*TASK ITEM*
From the first line of the records below through the line with "thumb tip: (1023, 925)", output each line exactly; skip the pictures.

DATASET EXCERPTS Start Marker

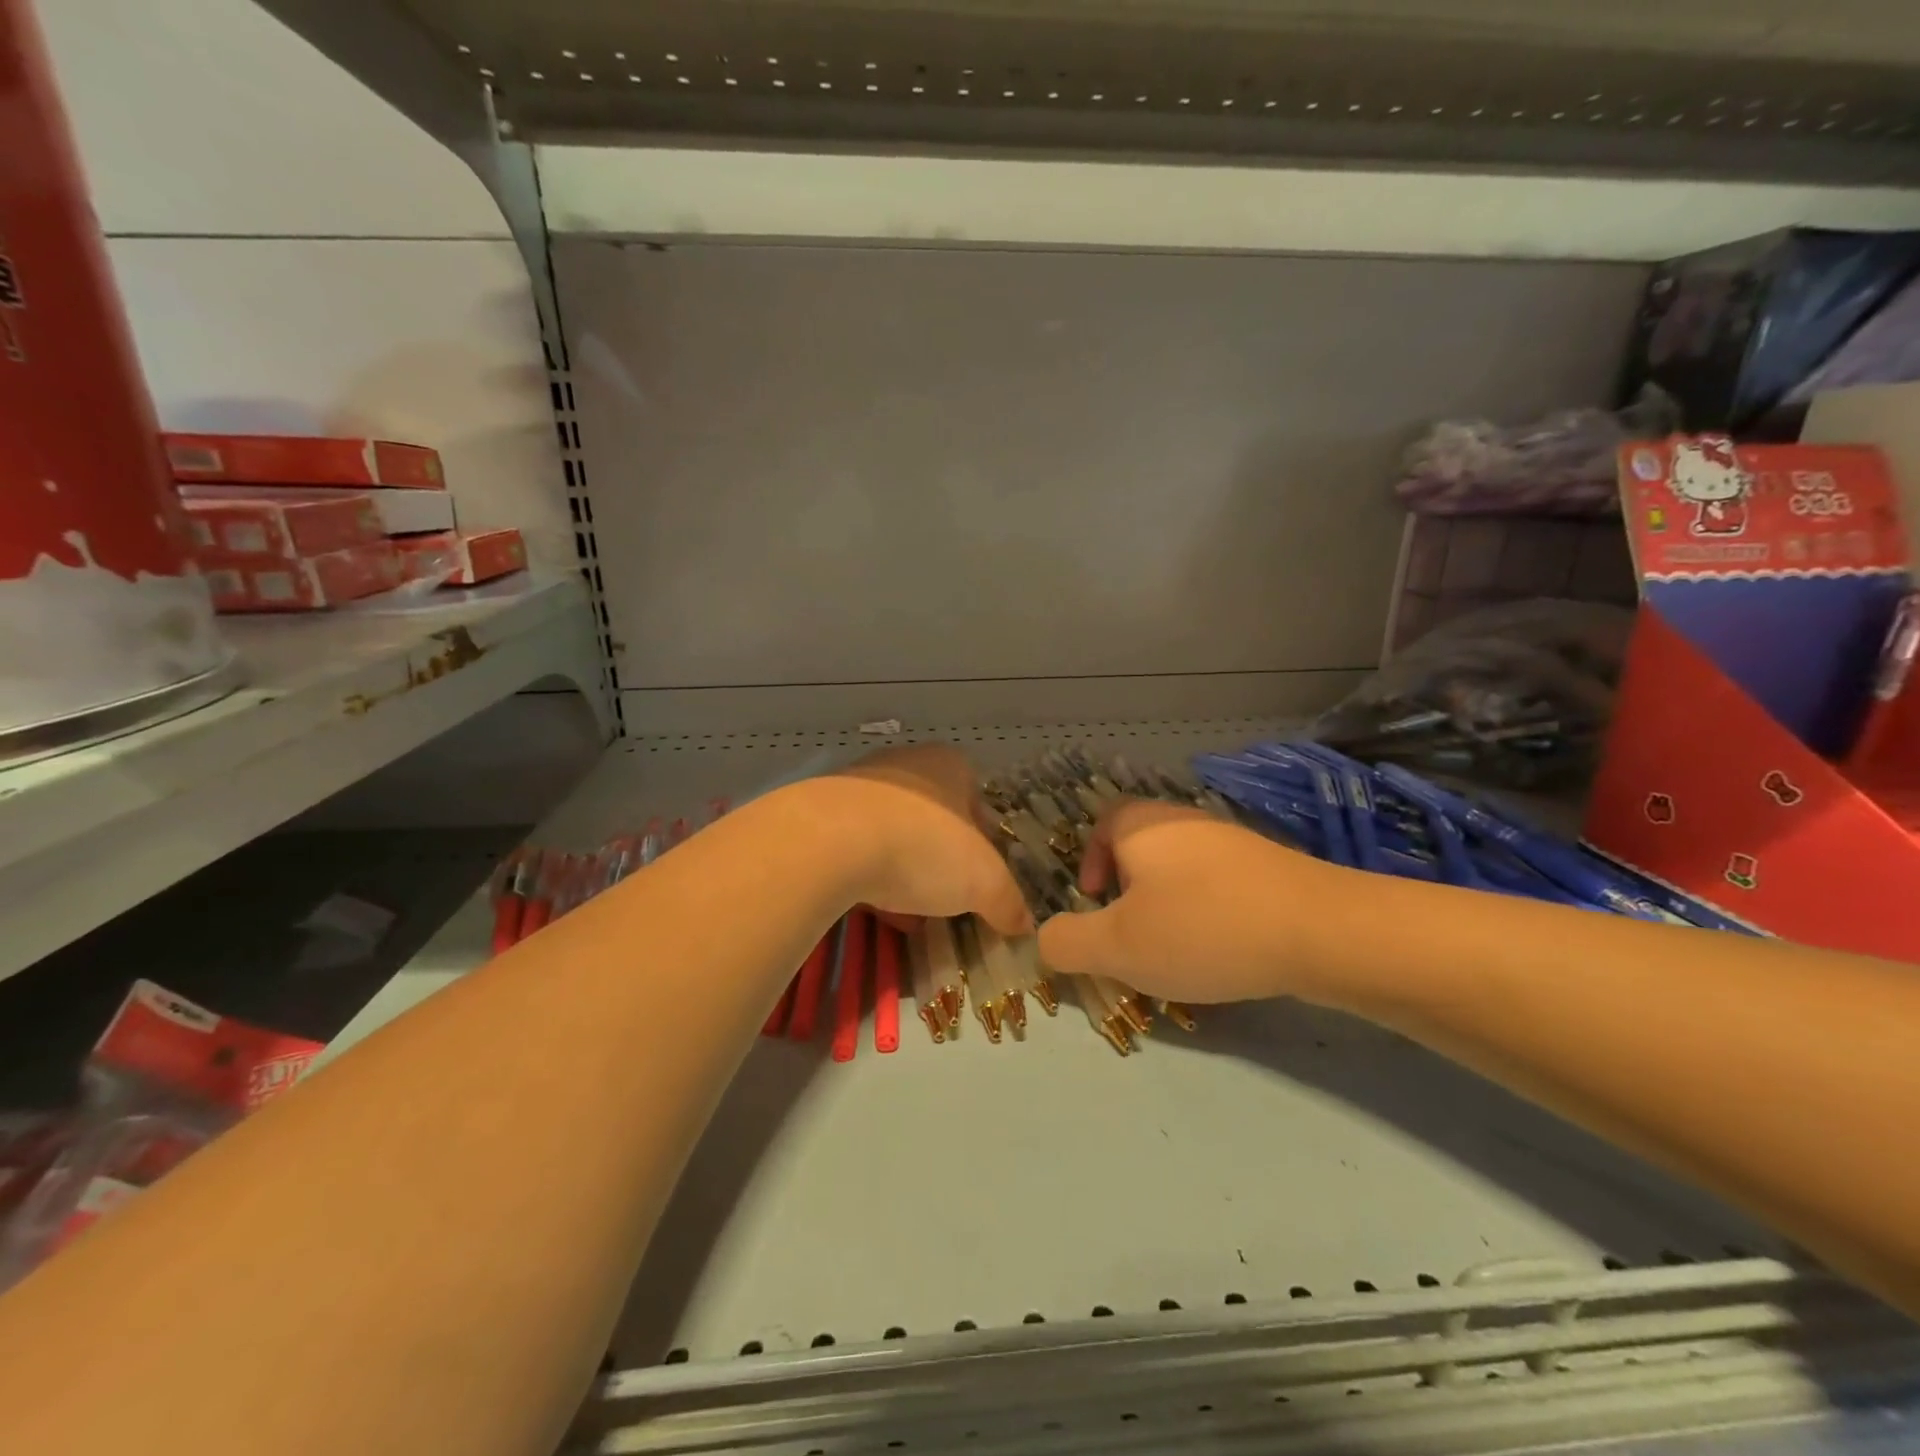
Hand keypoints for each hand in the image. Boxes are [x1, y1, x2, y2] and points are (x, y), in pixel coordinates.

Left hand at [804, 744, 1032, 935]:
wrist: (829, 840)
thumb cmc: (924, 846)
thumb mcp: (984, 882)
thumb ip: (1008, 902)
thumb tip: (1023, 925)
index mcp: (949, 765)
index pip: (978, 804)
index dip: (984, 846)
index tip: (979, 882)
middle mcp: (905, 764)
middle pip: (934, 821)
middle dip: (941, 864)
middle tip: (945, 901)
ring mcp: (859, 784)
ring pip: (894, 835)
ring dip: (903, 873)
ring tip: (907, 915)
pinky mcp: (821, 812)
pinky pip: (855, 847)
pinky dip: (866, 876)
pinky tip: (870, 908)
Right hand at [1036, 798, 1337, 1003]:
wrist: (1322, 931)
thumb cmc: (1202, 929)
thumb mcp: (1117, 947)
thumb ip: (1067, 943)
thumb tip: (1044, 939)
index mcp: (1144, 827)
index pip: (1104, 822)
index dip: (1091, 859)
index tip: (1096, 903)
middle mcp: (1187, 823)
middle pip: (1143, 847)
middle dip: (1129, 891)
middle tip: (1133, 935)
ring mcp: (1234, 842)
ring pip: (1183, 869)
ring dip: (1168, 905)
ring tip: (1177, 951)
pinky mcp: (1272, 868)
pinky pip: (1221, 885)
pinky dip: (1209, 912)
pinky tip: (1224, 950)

DATASET EXCERPTS End Marker

*RESPONSE TO THE TASK*
Hand keypoints for each hand in the image. Boxes are [x1, y1, x2, y2] and points are (x, y), in pixel coordinates.

Left hand at [804, 744, 1032, 935]:
wrist: (829, 840)
thumb cmc: (924, 846)
thumb mcp: (984, 882)
thumb ip: (1008, 902)
thumb tip: (1023, 925)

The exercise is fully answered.